Buoyant exports and declining imports pushed the country’s trade surplus to record levels last month, signalling that domestic activity may be weakening, but annual economic growth in the three months to June edged up slightly to 7.5 per cent.

Langdon said: “The opportunity that China presents is eye-popping. Given the quality of products and services that Scottish companies produce, it’s a market we should be very excited about and be approaching with confidence.”

Administrate, based at the Edinburgh technology incubator CodeBase, develops software to help clients such as PwC and the University of York run online training programmes. The firm generates about 25 per cent of its revenues in North America, and while chief executive John Peebles said the firm has so far focused on English-speaking regions, he is now looking to broaden its horizons.

Peebles, who was born in the US, said: “I grew up in China and one of the things that’s really interesting about many Asian countries is they don’t have enough higher education, so they’ve developed a very strong vocational training sector. We feel there’s a huge opportunity in Asia for a product like ours.”

One of the darlings of Scotland’s tech scene, Skyscanner, opened its first office in Edinburgh in 2004 and eight years later expanded into Beijing.

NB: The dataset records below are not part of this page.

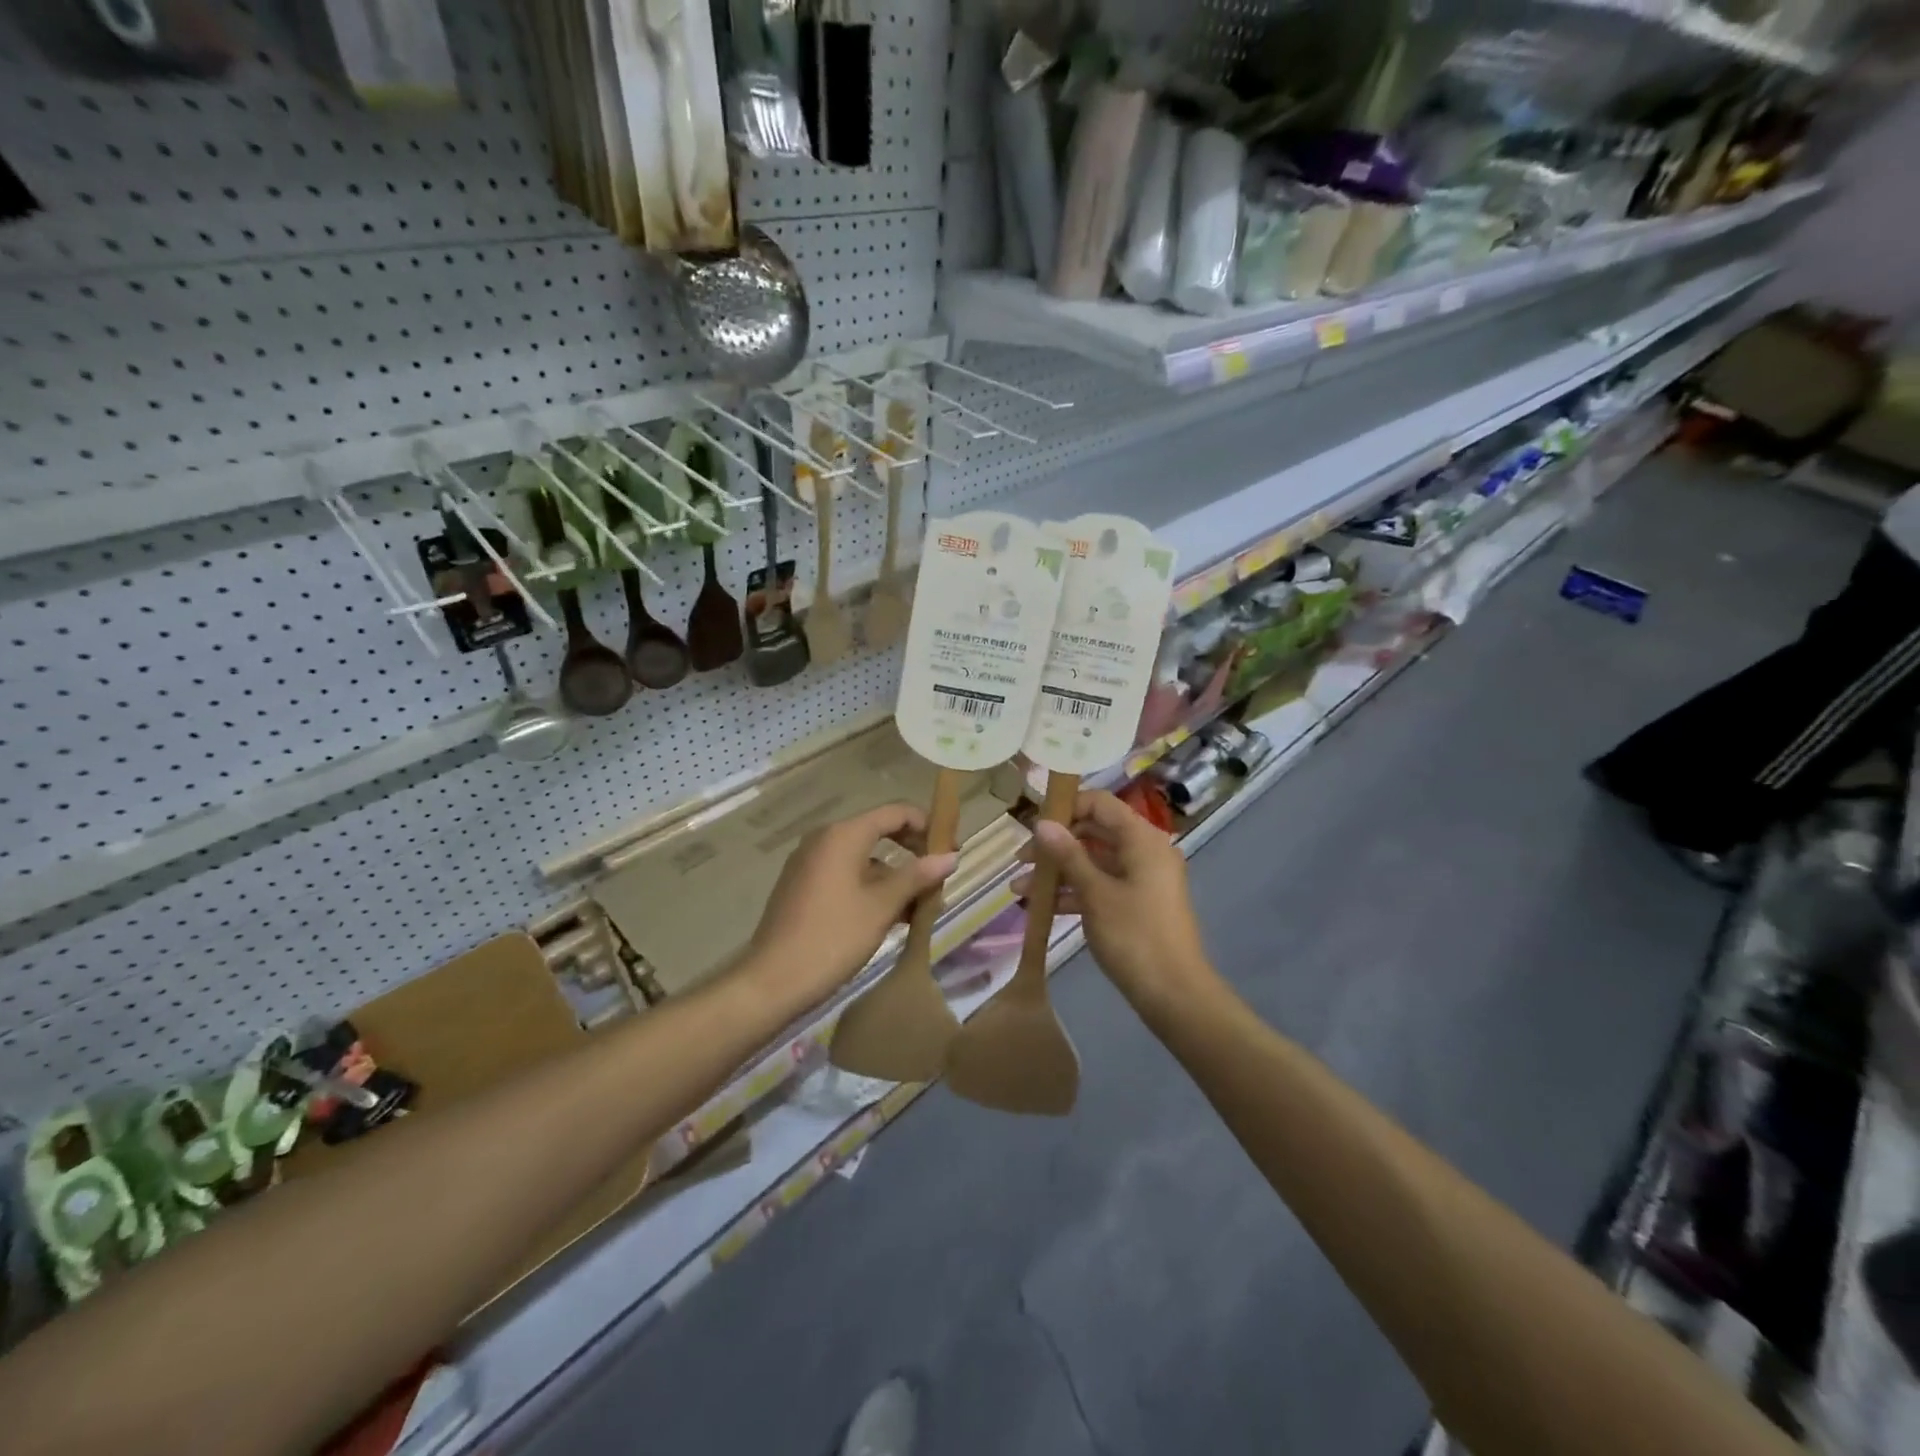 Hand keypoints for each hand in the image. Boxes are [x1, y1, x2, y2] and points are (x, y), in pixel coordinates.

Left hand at [743, 803, 957, 1009]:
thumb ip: (916, 876)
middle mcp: (824, 839)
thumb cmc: (833, 937)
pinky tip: (888, 917)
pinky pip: (845, 874)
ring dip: (893, 876)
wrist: (772, 981)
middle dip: (912, 853)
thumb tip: (951, 856)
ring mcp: (809, 862)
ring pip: (863, 857)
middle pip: (878, 832)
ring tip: (918, 907)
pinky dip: (870, 887)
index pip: (895, 812)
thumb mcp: (881, 907)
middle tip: (938, 878)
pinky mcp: (802, 885)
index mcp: (843, 835)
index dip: (926, 825)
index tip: (950, 850)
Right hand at [1013, 790, 1216, 1014]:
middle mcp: (1145, 852)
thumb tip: (1042, 823)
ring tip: (1020, 888)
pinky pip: (1102, 885)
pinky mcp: (1137, 904)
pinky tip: (1043, 906)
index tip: (1034, 825)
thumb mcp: (1096, 894)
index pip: (1100, 804)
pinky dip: (1075, 891)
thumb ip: (1068, 855)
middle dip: (1056, 845)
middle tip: (1022, 860)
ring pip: (1095, 862)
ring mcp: (1142, 879)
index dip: (1066, 808)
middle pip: (1095, 832)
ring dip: (1059, 872)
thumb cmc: (1135, 936)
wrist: (1174, 995)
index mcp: (1142, 839)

The flight search engine has other bases in Glasgow, Barcelona, Miami and Singapore.

Skyscanner co-founder and chief executive Gareth Williams took part in an event in the capital last week, organised by CodeBase and start-up “accelerator” Seedcamp, which saw young companies pitch for the chance to secure a place at Google’s Campus in London.

CodeBase managing director Jamie Coleman said: “There were over 200 applicants from all over Europe and they eventually got whittled down to ten. I was really pleased that we had one Swedish start-up and a Dutch one coming over.

“All of these companies are global and need to be in order to survive. That’s the beauty of software, as it means we can deploy this technology via the internet pipes we have coming out of Edinburgh.”